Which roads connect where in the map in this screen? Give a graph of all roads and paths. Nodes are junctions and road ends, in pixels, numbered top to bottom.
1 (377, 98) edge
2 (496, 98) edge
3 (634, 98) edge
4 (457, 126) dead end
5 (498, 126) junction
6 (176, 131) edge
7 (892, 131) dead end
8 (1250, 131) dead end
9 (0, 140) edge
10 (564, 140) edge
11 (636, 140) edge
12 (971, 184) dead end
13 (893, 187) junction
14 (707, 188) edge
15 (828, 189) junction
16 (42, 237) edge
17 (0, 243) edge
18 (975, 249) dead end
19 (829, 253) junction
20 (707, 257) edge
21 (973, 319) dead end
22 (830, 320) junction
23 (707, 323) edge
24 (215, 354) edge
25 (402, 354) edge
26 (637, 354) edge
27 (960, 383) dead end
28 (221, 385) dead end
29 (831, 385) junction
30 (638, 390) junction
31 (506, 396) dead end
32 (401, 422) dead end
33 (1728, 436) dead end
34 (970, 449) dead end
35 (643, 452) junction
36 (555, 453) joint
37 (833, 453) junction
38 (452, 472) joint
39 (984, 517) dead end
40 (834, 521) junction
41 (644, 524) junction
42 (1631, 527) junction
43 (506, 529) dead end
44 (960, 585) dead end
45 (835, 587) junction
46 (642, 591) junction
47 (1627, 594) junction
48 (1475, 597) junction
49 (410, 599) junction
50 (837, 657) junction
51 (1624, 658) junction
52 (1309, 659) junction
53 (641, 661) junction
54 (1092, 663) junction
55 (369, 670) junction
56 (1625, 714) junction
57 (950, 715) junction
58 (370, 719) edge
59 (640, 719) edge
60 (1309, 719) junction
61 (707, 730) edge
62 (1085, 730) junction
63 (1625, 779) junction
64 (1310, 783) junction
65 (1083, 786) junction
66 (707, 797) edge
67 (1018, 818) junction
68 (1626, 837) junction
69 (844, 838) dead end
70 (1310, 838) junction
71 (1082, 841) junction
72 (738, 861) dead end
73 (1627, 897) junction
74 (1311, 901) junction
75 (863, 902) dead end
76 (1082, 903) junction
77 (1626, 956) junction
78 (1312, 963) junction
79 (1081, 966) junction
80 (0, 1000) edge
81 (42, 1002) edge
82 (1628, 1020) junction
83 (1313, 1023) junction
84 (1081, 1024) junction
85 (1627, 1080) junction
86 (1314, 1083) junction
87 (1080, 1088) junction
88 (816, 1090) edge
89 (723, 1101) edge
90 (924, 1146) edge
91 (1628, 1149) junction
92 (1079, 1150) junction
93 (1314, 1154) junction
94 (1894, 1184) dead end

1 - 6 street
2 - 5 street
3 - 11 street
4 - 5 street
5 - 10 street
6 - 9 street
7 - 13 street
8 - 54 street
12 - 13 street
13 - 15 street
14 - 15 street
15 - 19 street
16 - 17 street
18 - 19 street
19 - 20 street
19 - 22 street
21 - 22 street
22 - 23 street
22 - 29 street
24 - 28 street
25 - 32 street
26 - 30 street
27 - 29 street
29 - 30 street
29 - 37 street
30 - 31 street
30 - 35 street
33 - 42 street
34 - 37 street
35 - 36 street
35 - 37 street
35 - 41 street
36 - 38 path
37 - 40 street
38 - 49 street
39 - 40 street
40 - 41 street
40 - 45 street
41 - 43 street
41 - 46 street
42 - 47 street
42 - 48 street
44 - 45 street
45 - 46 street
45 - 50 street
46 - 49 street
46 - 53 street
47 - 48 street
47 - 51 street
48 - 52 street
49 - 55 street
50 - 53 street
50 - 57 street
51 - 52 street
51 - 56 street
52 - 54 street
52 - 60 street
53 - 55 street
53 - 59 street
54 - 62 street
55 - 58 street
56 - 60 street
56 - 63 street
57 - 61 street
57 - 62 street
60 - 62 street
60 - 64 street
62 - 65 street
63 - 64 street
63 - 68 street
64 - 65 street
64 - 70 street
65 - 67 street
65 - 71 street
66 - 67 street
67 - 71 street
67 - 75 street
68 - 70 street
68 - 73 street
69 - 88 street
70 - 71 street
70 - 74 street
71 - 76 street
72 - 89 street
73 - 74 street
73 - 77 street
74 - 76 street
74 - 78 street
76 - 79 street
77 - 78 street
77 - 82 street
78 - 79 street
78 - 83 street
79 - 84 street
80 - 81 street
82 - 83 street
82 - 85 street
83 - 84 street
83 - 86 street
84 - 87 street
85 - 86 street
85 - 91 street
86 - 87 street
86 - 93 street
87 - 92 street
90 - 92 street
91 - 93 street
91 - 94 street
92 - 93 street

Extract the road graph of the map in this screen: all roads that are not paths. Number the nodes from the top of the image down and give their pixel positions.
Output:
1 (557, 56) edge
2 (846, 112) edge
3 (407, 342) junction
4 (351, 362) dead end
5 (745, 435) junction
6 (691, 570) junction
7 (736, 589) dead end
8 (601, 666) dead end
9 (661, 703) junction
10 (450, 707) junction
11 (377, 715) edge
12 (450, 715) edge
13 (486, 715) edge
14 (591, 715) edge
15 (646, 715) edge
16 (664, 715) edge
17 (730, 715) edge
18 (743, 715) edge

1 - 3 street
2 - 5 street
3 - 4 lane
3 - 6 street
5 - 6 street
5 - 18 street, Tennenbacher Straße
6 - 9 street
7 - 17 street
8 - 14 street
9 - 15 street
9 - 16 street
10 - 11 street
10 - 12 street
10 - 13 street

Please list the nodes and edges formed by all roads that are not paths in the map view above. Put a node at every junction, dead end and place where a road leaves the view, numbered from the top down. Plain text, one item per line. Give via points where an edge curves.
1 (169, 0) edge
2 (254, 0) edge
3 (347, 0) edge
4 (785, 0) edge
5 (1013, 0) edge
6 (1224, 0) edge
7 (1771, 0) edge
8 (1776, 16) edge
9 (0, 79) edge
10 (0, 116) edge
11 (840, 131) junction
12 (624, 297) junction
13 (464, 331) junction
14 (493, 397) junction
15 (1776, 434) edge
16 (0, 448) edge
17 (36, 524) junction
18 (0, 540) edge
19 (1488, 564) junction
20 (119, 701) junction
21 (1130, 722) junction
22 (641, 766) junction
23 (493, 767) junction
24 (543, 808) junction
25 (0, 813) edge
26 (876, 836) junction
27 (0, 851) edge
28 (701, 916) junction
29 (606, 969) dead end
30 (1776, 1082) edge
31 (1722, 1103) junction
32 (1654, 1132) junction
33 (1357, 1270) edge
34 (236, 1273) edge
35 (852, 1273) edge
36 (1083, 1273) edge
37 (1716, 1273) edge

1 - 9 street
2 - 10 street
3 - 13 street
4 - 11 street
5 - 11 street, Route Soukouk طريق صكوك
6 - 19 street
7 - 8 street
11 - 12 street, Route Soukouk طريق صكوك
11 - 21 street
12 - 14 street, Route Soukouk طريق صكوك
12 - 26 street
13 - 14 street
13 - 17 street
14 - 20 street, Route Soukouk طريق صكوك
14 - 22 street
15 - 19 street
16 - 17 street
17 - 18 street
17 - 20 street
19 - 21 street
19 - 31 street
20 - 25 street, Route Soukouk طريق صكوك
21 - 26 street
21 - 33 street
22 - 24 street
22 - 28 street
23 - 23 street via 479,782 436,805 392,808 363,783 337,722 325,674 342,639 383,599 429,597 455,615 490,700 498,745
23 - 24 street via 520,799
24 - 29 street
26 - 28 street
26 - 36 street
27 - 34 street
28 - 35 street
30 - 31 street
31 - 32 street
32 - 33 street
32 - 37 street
---
__Exercise directions__: Across the listing above, report every line where "from" occurs.

__Exercise result__:
Extract the road graph of the map in this screen: all roads that are not paths. Number the nodes from the top of the image down and give their pixel positions.
Please list the nodes and edges formed by all roads that are not paths in the map view above. Put a node at every junction, dead end and place where a road leaves the view, numbered from the top down. Plain text, one item per line. Give via points where an edge curves.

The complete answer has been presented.